### [TASK STATEMENT]
Read the material below and count the lines holding the string "thumb". Give that count with nothing added.

### [EXTRACTED INFORMATION]
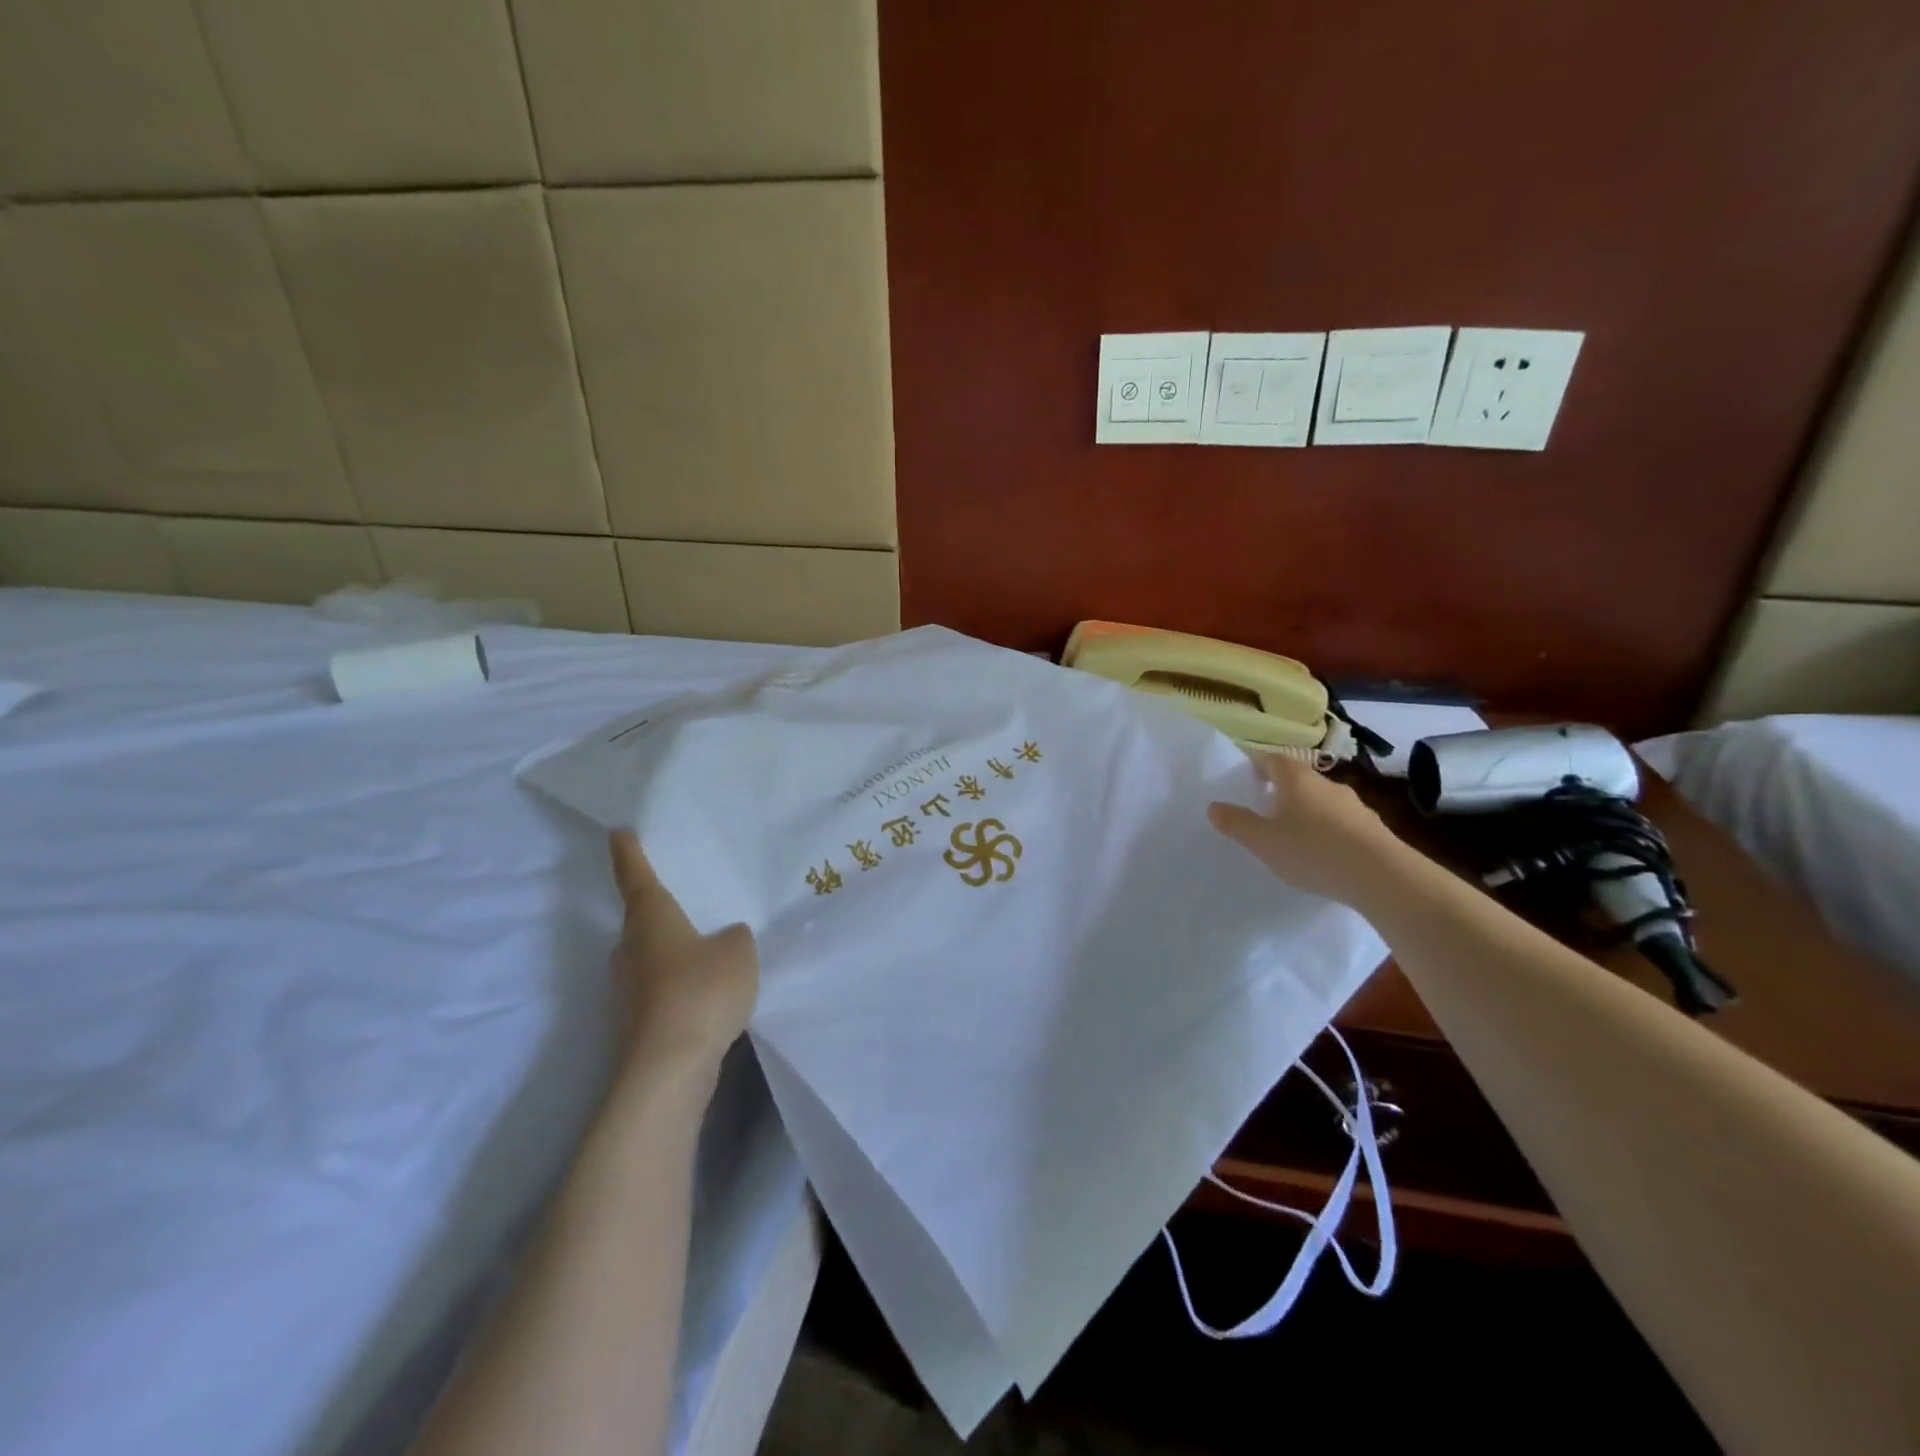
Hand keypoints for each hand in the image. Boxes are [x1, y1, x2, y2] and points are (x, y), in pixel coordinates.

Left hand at [608, 830, 758, 1070]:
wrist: (669, 1068)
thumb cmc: (702, 990)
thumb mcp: (739, 952)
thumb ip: (735, 937)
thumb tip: (725, 939)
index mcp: (651, 918)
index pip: (636, 876)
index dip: (629, 853)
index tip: (619, 833)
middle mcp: (630, 948)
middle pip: (640, 920)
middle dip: (659, 910)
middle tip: (686, 898)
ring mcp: (628, 988)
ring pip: (650, 956)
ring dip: (672, 950)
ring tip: (708, 947)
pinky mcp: (636, 1020)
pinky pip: (660, 988)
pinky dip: (678, 983)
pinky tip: (707, 992)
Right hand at [1207, 754, 1406, 908]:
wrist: (1382, 876)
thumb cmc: (1312, 851)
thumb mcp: (1263, 841)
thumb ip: (1237, 823)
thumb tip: (1214, 806)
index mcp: (1296, 779)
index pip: (1273, 759)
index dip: (1258, 764)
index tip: (1248, 776)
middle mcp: (1326, 784)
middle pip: (1299, 778)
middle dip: (1282, 789)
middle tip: (1266, 808)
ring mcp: (1354, 804)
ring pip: (1322, 800)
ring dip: (1307, 810)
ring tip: (1294, 834)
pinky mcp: (1373, 827)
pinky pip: (1342, 821)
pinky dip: (1329, 829)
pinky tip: (1324, 853)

### [YOUR RESPONSE]
8